DeMorning DeBonis: Dec. 3, 2010
TODAY IS DEC. 3, 2010 -- 30 DAYS UNTIL INAUGURATION
Chief Cathy Lanier told WTOP yesterday that she wants to keep running the Metropolitan Police Department. "I'm a career employee here, I love the city and I love what I do," she said. You'd love your job, too, if you made as much as Lanier does: "Documents obtained by WTOP and information from Lanier's Thursday interview confirm she makes significantly more than most other D.C. employees, including her boss. ... [A D.C. Council adjustment] brings the chief's annual salary to $225,813.87 in 2010, according to a D.C. Police Department document. Were she to retire this year, her annual pension would be more than $11,000 more per year than if the city had adjusted her pay scale in 2008. This is more than the annual pay for the mayor of $200,000, all members of the council and the D.C. chief financial officer." Cue outrage from police union leader Kristopher Baumann: "After Chief Lanier proposed seven years of no raises for working police officers, we now find out that she has quietly arranged for a 30 percent increase in her compensation along with unheard of retirement provisions. ... That should tell the public everything they need to know about Chief Lanier and this administration." WTTG-TV also covers.

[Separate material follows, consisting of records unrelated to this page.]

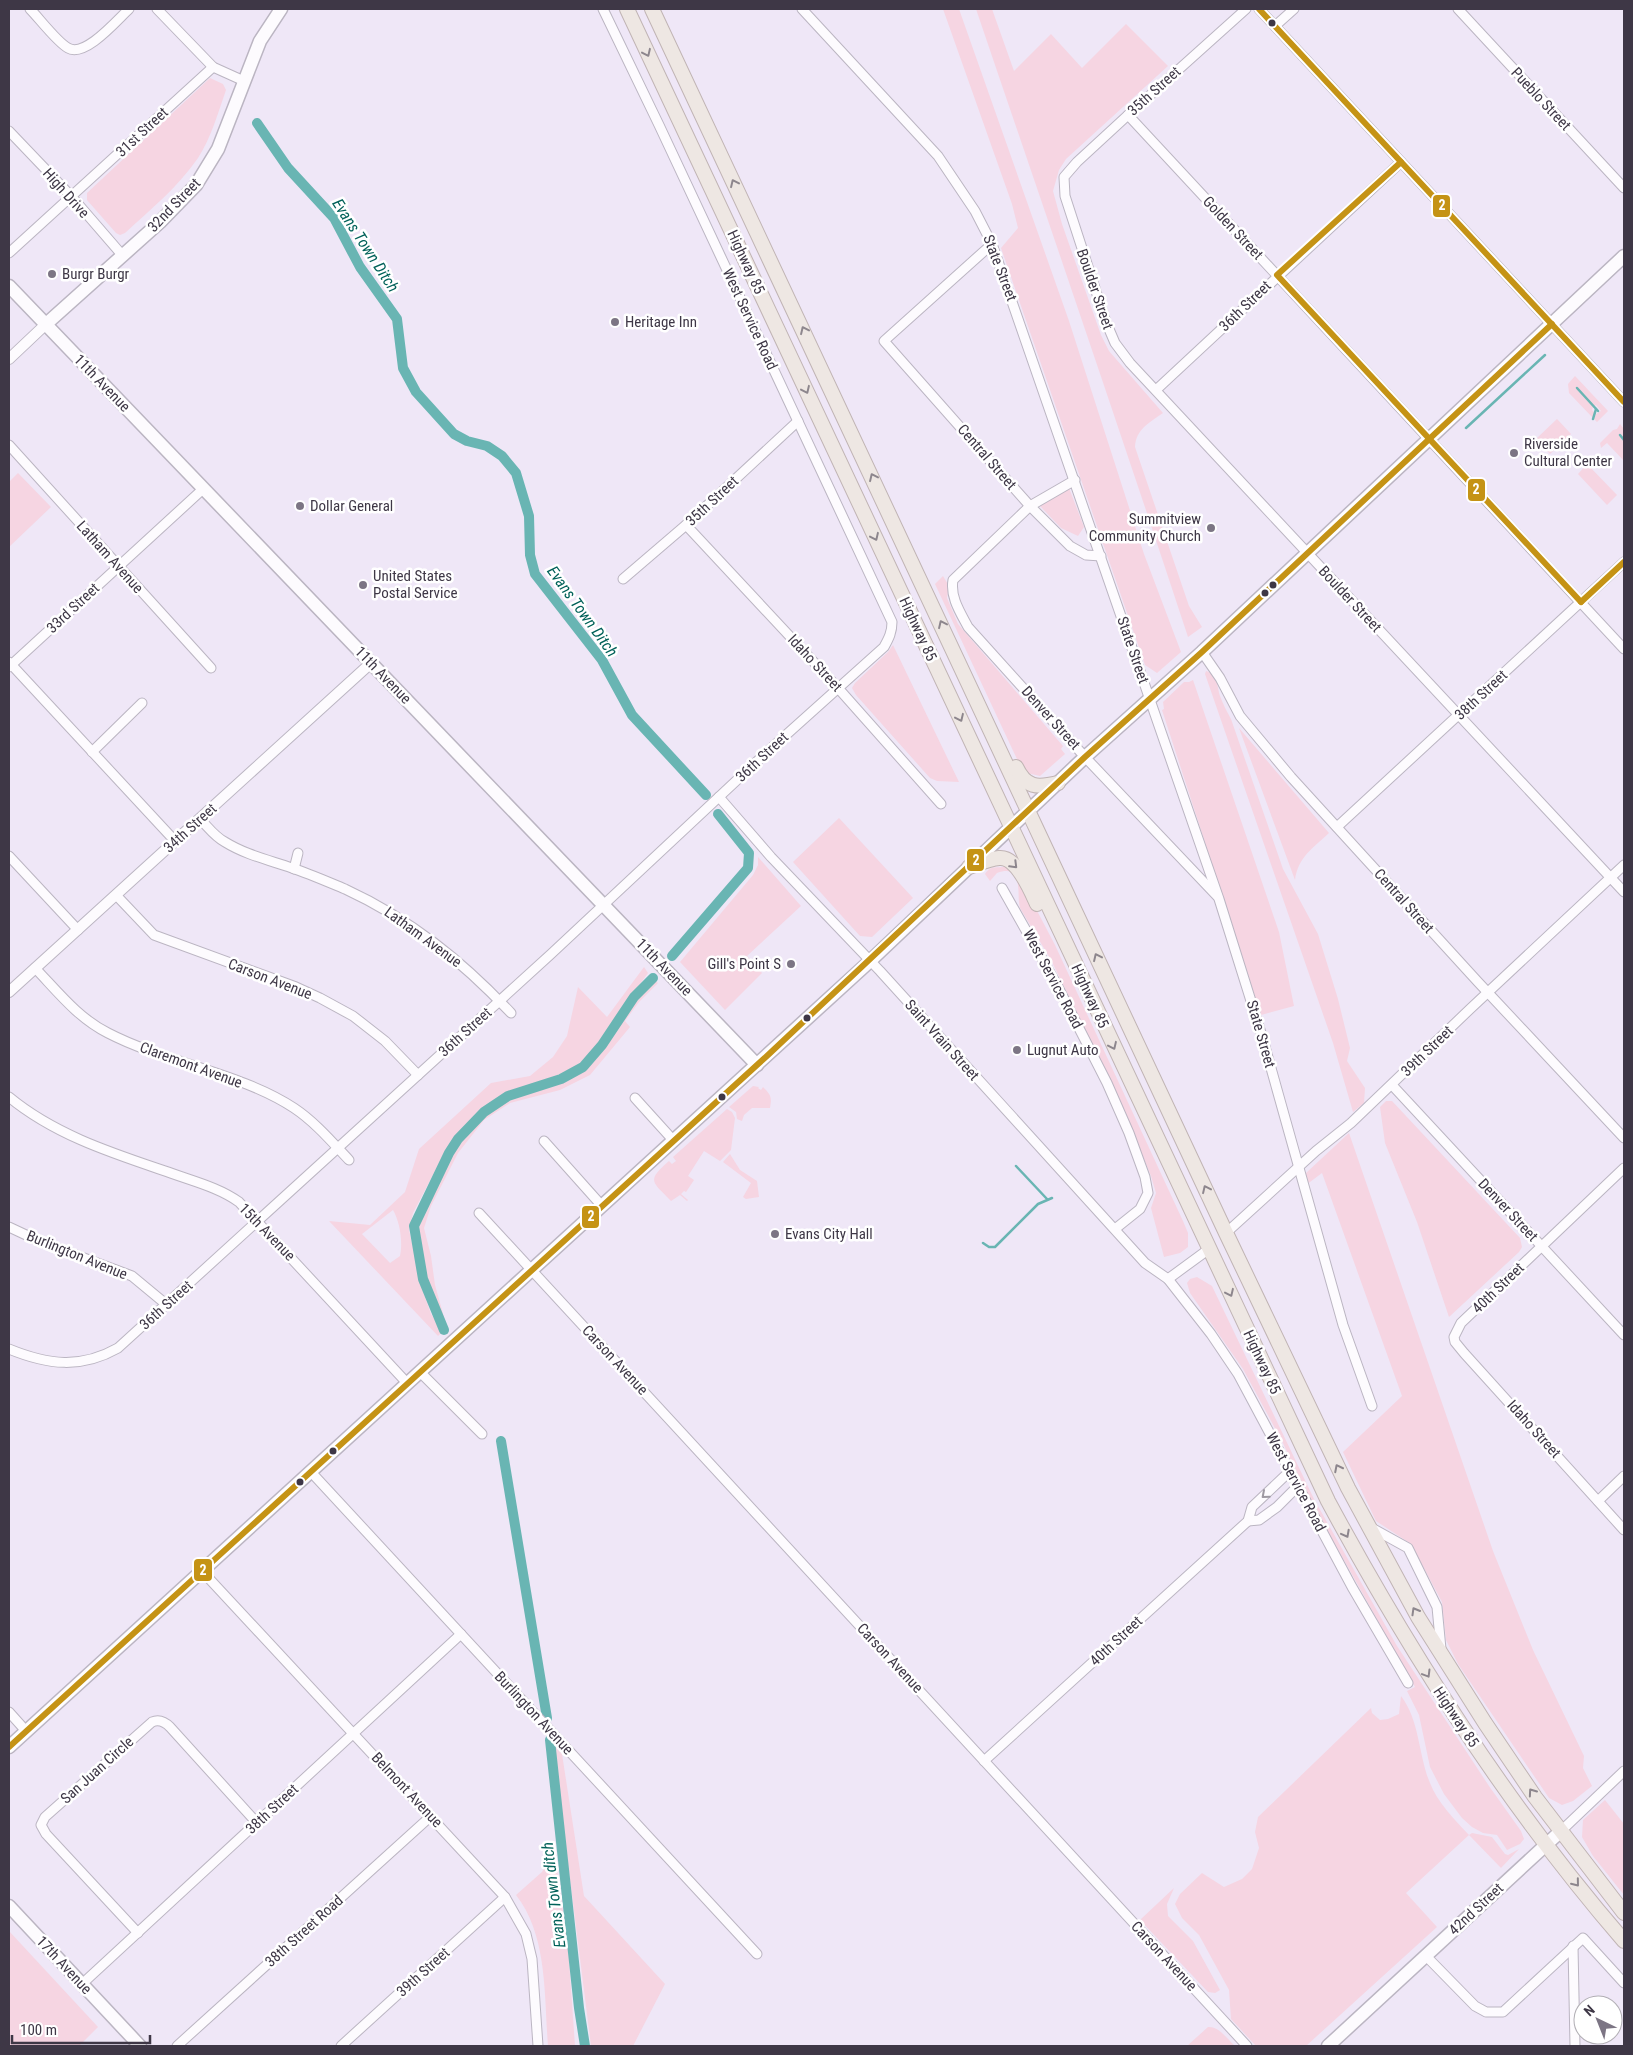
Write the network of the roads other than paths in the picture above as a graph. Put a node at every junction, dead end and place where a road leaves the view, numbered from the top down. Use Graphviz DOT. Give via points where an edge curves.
graph roads {
  1 [pos="30,9"];
  2 [pos="129,9"];
  3 [pos="158,9"];
  4 [pos="282,9"];
  5 [pos="603,9"];
  6 [pos="627,9"];
  7 [pos="652,9"];
  8 [pos="802,9"];
  9 [pos="1246,9"];
  10 [pos="1259,9"];
  11 [pos="1294,9"];
  12 [pos="1458,9"];
  13 [pos="1275,26"];
  14 [pos="213,67"];
  15 [pos="244,81"];
  16 [pos="1128,115"];
  17 [pos="9,131"];
  18 [pos="1401,162"];
  19 [pos="1064,177"];
  20 [pos="1624,188"];
  21 [pos="72,197"];
  22 [pos="992,244"];
  23 [pos="9,253"];
  24 [pos="123,256"];
  25 [pos="1624,256"];
  26 [pos="1277,275"];
  27 [pos="9,286"];
  28 [pos="1552,324"];
  29 [pos="46,325"];
  30 [pos="9,359"];
  31 [pos="1156,390"];
  32 [pos="1624,402"];
  33 [pos="798,421"];
  34 [pos="1429,439"];
  35 [pos="9,445"];
  36 [pos="1075,480"];
  37 [pos="204,489"];
  38 [pos="1030,506"];
  39 [pos="686,525"];
  40 [pos="1307,553"];
  41 [pos="1102,556"];
  42 [pos="1624,562"];
  43 [pos="119,566"];
  44 [pos="623,579"];
  45 [pos="1581,602"];
  46 [pos="892,631"];
  47 [pos="1624,649"];
  48 [pos="1202,652"];
  49 [pos="957,656"];
  50 [pos="371,663"];
  51 [pos="10,664"];
  52 [pos="212,668"];
  53 [pos="838,688"];
  54 [pos="1150,699"];
  55 [pos="142,703"];
  56 [pos="1459,716"];
  57 [pos="92,752"];
  58 [pos="1085,757"];
  59 [pos="1058,783"];
  60 [pos="720,797"];
  61 [pos="941,804"];
  62 [pos="1029,811"];
  63 [pos="200,819"];
  64 [pos="1012,827"];
  65 [pos="1336,827"];
  66 [pos="175,841"];
  67 [pos="298,853"];
  68 [pos="9,856"];
  69 [pos="1624,865"];
  70 [pos="969,867"];
  71 [pos="294,868"];
  72 [pos="1611,878"];
  73 [pos="1002,888"];
  74 [pos="1624,892"];
  75 [pos="116,895"];
  76 [pos="1219,898"];
  77 [pos="604,905"];
  78 [pos="78,930"];
  79 [pos="1064,941"];
  80 [pos="869,962"];
  81 [pos="35,968"];
  82 [pos="9,992"];
  83 [pos="1488,993"];
  84 [pos="500,1001"];
  85 [pos="511,1013"];
  86 [pos="758,1065"];
  87 [pos="418,1075"];
  88 [pos="1392,1085"];
  89 [pos="9,1097"];
  90 [pos="635,1098"];
  91 [pos="1624,1138"];
  92 [pos="673,1140"];
  93 [pos="544,1142"];
  94 [pos="338,1148"];
  95 [pos="349,1160"];
  96 [pos="1298,1167"];
  97 [pos="1624,1168"];
  98 [pos="602,1206"];
  99 [pos="479,1213"];
  100 [pos="258,1221"];
  101 [pos="9,1227"];
  102 [pos="1115,1230"];
  103 [pos="1226,1233"];
  104 [pos="1542,1245"];
  105 [pos="1209,1249"];
  106 [pos="532,1270"];
  107 [pos="1168,1279"];
  108 [pos="167,1305"];
  109 [pos="1459,1326"];
  110 [pos="1624,1334"];
  111 [pos="10,1352"];
  112 [pos="420,1372"];
  113 [pos="407,1383"];
  114 [pos="1372,1406"];
  115 [pos="482,1434"];
  116 [pos="311,1472"];
  117 [pos="1289,1472"];
  118 [pos="1624,1476"];
  119 [pos="1297,1487"];
  120 [pos="1598,1501"];
  121 [pos="1248,1521"];
  122 [pos="1367,1525"];
  123 [pos="1624,1530"];
  124 [pos="202,1571"];
  125 [pos="461,1634"];
  126 [pos="1443,1657"];
  127 [pos="1408,1683"];
  128 [pos="9,1712"];
  129 [pos="26,1731"];
  130 [pos="354,1734"];
  131 [pos="9,1746"];
  132 [pos="984,1761"];
  133 [pos="1624,1771"];
  134 [pos="431,1816"];
  135 [pos="257,1823"];
  136 [pos="1561,1831"];
  137 [pos="1546,1845"];
  138 [pos="505,1897"];
  139 [pos="9,1906"];
  140 [pos="1624,1912"];
  141 [pos="138,1932"];
  142 [pos="1624,1941"];
  143 [pos="1573,1946"];
  144 [pos="757,1954"];
  145 [pos="1426,1956"];
  146 [pos="1624,1983"];
  147 [pos="82,1984"];
  148 [pos="140,2046"];
  149 [pos="177,2046"];
  150 [pos="341,2046"];
  151 [pos="538,2046"];
  152 [pos="1247,2046"];
  153 [pos="1328,2046"];
  154 [pos="1575,2046"];
  1 -- 2 [label="street" via="67,48 76,51 88,46"];
  3 -- 14 [label="street"];
  4 -- 15 [label="main road, 32nd Street" via="260,41"];
  5 -- 33 [label="street, West Service Road"];
  6 -- 64 [label="highway, Highway 85, one-way"];
  49 -- 7 [label="highway, Highway 85, one-way"];
  8 -- 22 [label="street, State Street" via="938,156 975,211"];
  9 -- 16 [label="street, 35th Street"];
  10 -- 13 [label="street"];
  11 -- 13 [label="street"];
  12 -- 20 [label="street, Pueblo Street"];
  13 -- 18 [label="street"];
  14 -- 15 [label="street"];
  14 -- 21 [label="street, 31st Street"];
  15 -- 24 [label="main road, 32nd Street" via="218,148 196,185"];
  16 -- 19 [label="street, 35th Street"];
  16 -- 26 [label="street, Golden Street"];
  17 -- 21 [label="street, High Drive"];
  18 -- 26 [label="street, 36th Street"];
  18 -- 28 [label="street"];
  19 -- 31 [label="street, Boulder Street" via="1065,196 1115,343"];
  21 -- 23 [label="street, 31st Street"];
  21 -- 24 [label="street, High Drive"];
  22 -- 36 [label="street, State Street"];
  22 -- 38 [label="street, Central Street" via="884,341"];
  24 -- 29 [label="main road, 32nd Street"];
  25 -- 28 [label="main road"];
  26 -- 31 [label="street, 36th Street"];
  26 -- 34 [label="street, Golden Street"];
  27 -- 29 [label="main road, 11th Avenue"];
  28 -- 32 [label="street"];
  28 -- 34 [label="main road"];
  29 -- 30 [label="street, 32nd Street"];
  29 -- 37 [label="main road, 11th Avenue"];
  31 -- 40 [label="street, Boulder Street"];
  33 -- 39 [label="street, 35th Street"];
  33 -- 46 [label="street, West Service Road" via="892,622"];
  34 -- 40 [label="main road"];
  34 -- 45 [label="street, Golden Street"];
  35 -- 43 [label="street, Latham Avenue"];
  36 -- 38 [label="street"];
  36 -- 41 [label="street, State Street"];
  37 -- 43 [label="street, 33rd Street"];
  37 -- 50 [label="main road, 11th Avenue"];
  38 -- 41 [label="street, Central Street" via="1070,546 1086,555"];
  38 -- 58 [label="street, Denver Street" via="953,580 954,596 968,627"];
  39 -- 44 [label="street, 35th Street"];
  39 -- 53 [label="street, Idaho Street"];
  40 -- 48 [label="main road"];
  40 -- 56 [label="street, Boulder Street"];
  41 -- 54 [label="street, State Street"];
  42 -- 45 [label="street, 38th Street"];
  43 -- 51 [label="street, 33rd Street"];
  43 -- 52 [label="street, Latham Avenue"];
  45 -- 47 [label="street, Golden Street"];
  45 -- 56 [label="street, 38th Street"];
  46 -- 53 [label="street, 36th Street" via="884,647"];
  48 -- 54 [label="main road"];
  48 -- 65 [label="street, Central Street" via="1240,716"];
  49 -- 59 [label="highway" via="974,679 1021,777 1037,786"];
  49 -- 62 [label="highway, Highway 85"];
  50 -- 63 [label="street, 34th Street"];
  50 -- 77 [label="main road, 11th Avenue"];
  51 -- 57 [label="street"];
  53 -- 60 [label="street, 36th Street"];
  53 -- 61 [label="street, Idaho Street"];
  54 -- 58 [label="main road"];
  54 -- 76 [label="street, State Street"];
  55 -- 57 [label="street"];
  56 -- 65 [label="street, 38th Street"];
  56 -- 72 [label="street, Boulder Street"];
  57 -- 66 [label="street"];
  58 -- 59 [label="main road"];
  58 -- 76 [label="street, Denver Street"];
  59 -- 62 [label="main road"];
  60 -- 77 [label="street, 36th Street"];
  60 -- 80 [label="street, Saint Vrain Street"];
  62 -- 64 [label="main road"];
  103 -- 62 [label="highway, Highway 85, one-way"];
  63 -- 66 [label="street, 34th Street"];
  63 -- 71 [label="street, Latham Avenue" via="223,842 247,854"];
  64 -- 70 [label="main road"];
  64 -- 79 [label="highway, Highway 85"];
  65 -- 83 [label="street, Central Street"];
  66 -- 75 [label="street, 34th Street"];
  67 -- 71 [label="street"];
  68 -- 78 [label="street"];
  69 -- 72 [label="street, 39th Street"];
  70 -- 79 [label="highway, one-way" via="1007,859 1024,878 1051,930"];
  70 -- 80 [label="main road"];
  71 -- 84 [label="street, Latham Avenue" via="376,904 411,924 452,955"];
  72 -- 74 [label="street, Boulder Street"];
  72 -- 83 [label="street, 39th Street"];
  73 -- 102 [label="street, West Service Road" via="1107,1082 1145,1178 1148,1193 1140,1209"];
  75 -- 78 [label="street, 34th Street"];
  75 -- 87 [label="street, Carson Avenue" via="154,935 296,987 353,1016 385,1041"];
  76 -- 96 [label="street, State Street"];
  77 -- 84 [label="street, 36th Street"];
  77 -- 86 [label="main road, 11th Avenue"];
  78 -- 81 [label="street, 34th Street"];
  79 -- 105 [label="highway, Highway 85, one-way"];
  80 -- 86 [label="main road"];
  80 -- 102 [label="street, Saint Vrain Street"];
  81 -- 82 [label="street, 34th Street"];
  81 -- 94 [label="street, Claremont Avenue" via="79,1015 108,1033 277,1098 305,1115"];
  83 -- 88 [label="street, 39th Street"];
  83 -- 91 [label="street, Central Street"];
  84 -- 85 [label="street, Latham Avenue"];
  84 -- 87 [label="street, 36th Street"];
  86 -- 92 [label="main road"];
  87 -- 94 [label="street, 36th Street"];
  88 -- 96 [label="street, 39th Street"];
  88 -- 104 [label="street, Denver Street"];
  89 -- 100 [label="street, 15th Avenue" via="75,1139 232,1197"];
  90 -- 92 [label="street"];
  92 -- 98 [label="main road"];
  93 -- 98 [label="street"];
  94 -- 95 [label="street, Claremont Avenue"];
  94 -- 100 [label="street, 36th Street"];
  96 -- 103 [label="street, 39th Street"];
  96 -- 114 [label="street, State Street" via="1343,1325"];
  97 -- 104 [label="street, 40th Street"];
  98 -- 106 [label="main road"];
  99 -- 106 [label="street, Carson Avenue"];
  100 -- 108 [label="street, 36th Street"];
  100 -- 113 [label="street, 15th Avenue"];
  101 -- 108 [label="street, Burlington Avenue" via="132,1276"];
  102 -- 107 [label="street, Saint Vrain Street" via="1145,1263"];
  122 -- 103 [label="highway, Highway 85, one-way" via="1328,1450"];
  104 -- 109 [label="street, 40th Street"];
  104 -- 110 [label="street, Denver Street"];
  105 -- 107 [label="street"];
  105 -- 137 [label="highway, Highway 85, one-way" via="1309,1463 1378,1591 1460,1724"];
  106 -- 112 [label="main road"];
  106 -- 132 [label="street, Carson Avenue"];
  107 -- 117 [label="street, West Service Road" via="1238,1374"];
  108 -- 111 [label="street, 36th Street" via="118,1348 93,1360 62,1363"];
  109 -- 120 [label="street, Idaho Street" via="1455,1342"];
  112 -- 113 [label="main road"];
  112 -- 115 [label="street"];
  113 -- 116 [label="main road"];
  116 -- 124 [label="main road"];
  116 -- 125 [label="street, Burlington Avenue"];
  117 -- 119 [label="street, West Service Road"];
  117 -- 121 [label="street, 40th Street, one-way" via="1256,1503"];
  118 -- 120 [label="street"];
  119 -- 121 [label="street, 40th Street" via="1259,1520"];
  119 -- 127 [label="street, West Service Road"];
  120 -- 123 [label="street, Idaho Street"];
  121 -- 132 [label="street, 40th Street"];
  126 -- 122 [label="highway, Highway 85, one-way"];
  122 -- 126 [label="street" via="1408,1548 1437,1607"];
  124 -- 129 [label="main road"];
  124 -- 130 [label="street, Belmont Avenue"];
  125 -- 130 [label="street, 38th Street"];
  125 -- 144 [label="street, Burlington Avenue"];
  136 -- 126 [label="highway, Highway 85, one-way" via="1509,1760"];
  128 -- 129 [label="street"];
  129 -- 131 [label="main road"];
  130 -- 134 [label="street, Belmont Avenue"];
  130 -- 135 [label="street, 38th Street"];
  132 -- 152 [label="street, Carson Avenue"];
  133 -- 136 [label="street, 42nd Street"];
  134 -- 138 [label="street, Belmont Avenue"];
  134 -- 149 [label="street, 38th Street Road"];
  135 -- 141 [label="street, 38th Street"];
  135 -- 141 [label="street, San Juan Circle" via="170,1727 157,1720 45,1816 41,1825 46,1834"];
  136 -- 137 [label="main road, 42nd Street"];
  136 -- 140 [label="highway, Highway 85"];
  137 -- 142 [label="highway, Highway 85, one-way"];
  137 -- 145 [label="main road, 42nd Street"];
  138 -- 150 [label="street, 39th Street"];
  138 -- 151 [label="street, Belmont Avenue" via="526,1934 532,1960"];
  139 -- 147 [label="main road, 17th Avenue"];
  141 -- 147 [label="street, 38th Street"];
  143 -- 145 [label="street" via="1503,2012 1495,2013 1475,2006"];
  143 -- 146 [label="street" via="1583,1938"];
  143 -- 154 [label="street"];
  145 -- 153 [label="main road, 42nd Street"];
  147 -- 148 [label="main road, 17th Avenue"];
}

AFTER THE JUMP -- Michelle Rhee gets a new job, sorta -- Lead issue not widespread -- Team Thomas court date set for Dec. 8 -- Budget deliberations begin Monday -- Catania "interested" in elected AG post -- Things Obama can do for the city besides voting rights
*** MAIN COURSE ***
RHEE'S NEW JOB -- Michelle Rhee has a job. Sort of. Incoming Florida Gov. Rick Scott (R) named D.C.'s former schools chancellor to his transition team yesterday. Nick Anderson notes in The Post: "The statement from Scott's office described Rhee as a nationally 'recognized education reformer' who will 'help him find innovative ways to create a new education system for a new economy.' The statement did not make clear what Rhee's responsibilities will be, beyond advising the governor-elect on innovations, cost-saving opportunities, success stories from other states and other potential education improvements. It also did not say whether she will move to Florida to help Scott, or how long her duties will last. Rhee was listed ahead of 17 others on Scott's education transition team." Rhee said in an e-mail last night that she "has no plans to move to Florida" and will serve as an unpaid adviser. Also The Note, St. Petersburg Times, Orlando Sentinel ('something of a rock star in the world of education reform'), DCist.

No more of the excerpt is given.